White Lines on a Green Field

I was raised by athletic extrovert wolves. I was the bookish kid in a family of jocks, with a trio of siblings all gifted at sports, standing taller than I, running faster, hitting farther. I never had any ability at all save at off-kilter sports: sailing, ballroom dance, archery. But I grew up steeped not only in the culture of sports but the folklore of it. I was born at the University of Washington, and though I really couldn’t have cared less about the outcome of any given game, I knew I was a Husky, dammit, and the death to the Washington State Cougars. Ritual colors, chants, seasons, loyalties. It was as much a part of the formation of my little brain as fairy tales. Because, in a very real sense and as has been observed by finer folk than I, football is a fairy tale. One that America lives and breathes.

The idea of a story about football, and high school, prom and homecoming and the other great fictions of the American folkloric cycle, had been floating around in the back of my head for some time. It came together with a hard snap one night while I was talking to Seanan McGuire, an urban fantasy author with whom I have spent many such late nights talking and scheming. I was hoping for some thing or other to work itself out, and signing off, she said cheerfully: “Leave a cookie for Coyote!”

And the line popped into my head: “Let me tell you about the time Coyote took the Devils to the State Championship.”

Because high school, especially the high school created out of the stories we tell about high school, John Hughes movies and each generation’s television shows about pretty white kids shambling toward graduation and coming of age novels, is a trickster’s playground. It is one of the greatest exports of American media, as the boarding school is for Britain. And if I believe anything in this world, I believe that myths and folklore are real in any sense that they can be, that they recur and repeat constantly because they are about life on planet earth and the first and last ways we try to explain it. And Coyote, whose traditional adventures span sexuality, politics, family dynamics, and the creation of the world, absolutely goes to high school and both illuminates and destroys it. And so does Rabbit. And so did I, and so did you.

The Bread We Eat in Dreams

I moved to Peaks Island in 2008--a small place, a chunk of stone and folk in the bay off of Portland, Maine. When I put my finger on the map and made the command decision to hitch my wagon east, I really knew nothing about it other than that it had three vital features I was looking for in a geography: it was in Maine, a place I’d dreamt about living since I was a child reading too many Stephen King novels and becoming slowly convinced that Maine was where They Keep the Magic in America; it was an island, which as a lifelong sailor I had always loved; and it was Not Cleveland. This is not to malign the city by the lake. I am not a Cleveland native and had been for three years an uneasy import from Parts Every Which Where, bound too long by a love of Lake Erie. I can’t help it. I fall in love with natural features, inanimate objects, and very occasionally weather patterns. And I pursued my love of Maine to the island where I sit writing about writing these stories.

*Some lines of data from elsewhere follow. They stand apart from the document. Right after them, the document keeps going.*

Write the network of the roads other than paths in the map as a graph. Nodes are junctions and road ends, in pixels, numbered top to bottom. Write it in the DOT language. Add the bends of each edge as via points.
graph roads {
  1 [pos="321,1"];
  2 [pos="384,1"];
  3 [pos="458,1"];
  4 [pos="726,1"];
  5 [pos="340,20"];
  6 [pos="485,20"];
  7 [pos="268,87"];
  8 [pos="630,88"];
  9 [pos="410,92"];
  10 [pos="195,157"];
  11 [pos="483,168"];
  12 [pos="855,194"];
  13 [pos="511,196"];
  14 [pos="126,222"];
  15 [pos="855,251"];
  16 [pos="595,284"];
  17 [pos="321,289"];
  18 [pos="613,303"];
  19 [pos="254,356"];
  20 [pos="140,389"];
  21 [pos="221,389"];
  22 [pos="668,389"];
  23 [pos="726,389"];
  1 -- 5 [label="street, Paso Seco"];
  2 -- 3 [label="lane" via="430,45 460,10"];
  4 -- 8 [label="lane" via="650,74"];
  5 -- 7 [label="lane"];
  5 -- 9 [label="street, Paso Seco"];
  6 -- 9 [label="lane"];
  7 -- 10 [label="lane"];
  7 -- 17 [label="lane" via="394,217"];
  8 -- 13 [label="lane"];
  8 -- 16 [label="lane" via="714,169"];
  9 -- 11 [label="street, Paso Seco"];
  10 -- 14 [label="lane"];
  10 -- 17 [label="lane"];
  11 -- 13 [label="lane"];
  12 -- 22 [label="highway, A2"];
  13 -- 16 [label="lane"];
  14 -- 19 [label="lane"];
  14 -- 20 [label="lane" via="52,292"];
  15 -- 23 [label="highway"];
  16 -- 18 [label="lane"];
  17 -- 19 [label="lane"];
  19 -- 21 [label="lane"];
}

Once I got my bearings here, I discovered what a truly extraordinary place Peaks Island is, how unusual and often dark its history, how many utterly peculiar things have happened here. I won’t play island historian just now, but take my word for it: strange things have always been afoot here.

And perhaps the strangest thing from the perspective of a 21st century girl primarily connected to humanity via the Internet, who has not known the name of her neighbors since she was playing Barbies with them, was becoming part of a village. For oh, yes, we all know each other’s business here. Everyone knows your name. You aren’t local til you’re six generations in but there isn’t a soul who wouldn’t be happy to tell you about everything from the shootout between lobsterman down at the dock to Thankful Griffin’s ghost still playing the Victrola down at the old Litchfield House. Every place is a palimpsest, but an island, especially one a scant two miles long and a mile across, so isolated and of itself, is triply so. Every house has been lived in by half the island. This one was a brothel when the Navy took over during WWII. This one was where the miller had his hands cut off in the 17th century massacre that still goes unexplained. This one used to get crocodiles sunning themselves on the lawn back when the island was a theater resort, the Coney Island of Maine, and it being the late 1800s, a menagerie down by the sea was de rigeur.

I wanted to write about this. A village story. A story about connection and imports and where you go when you lose your life. A New England story--which means horror. New England is a country by, for, and about horror writers. Haunted by them, you might even say. It means Cotton Mather, who I once heard described as New England’s first horror writer and never forgot the idea. It means the Old World peeking in at every corner.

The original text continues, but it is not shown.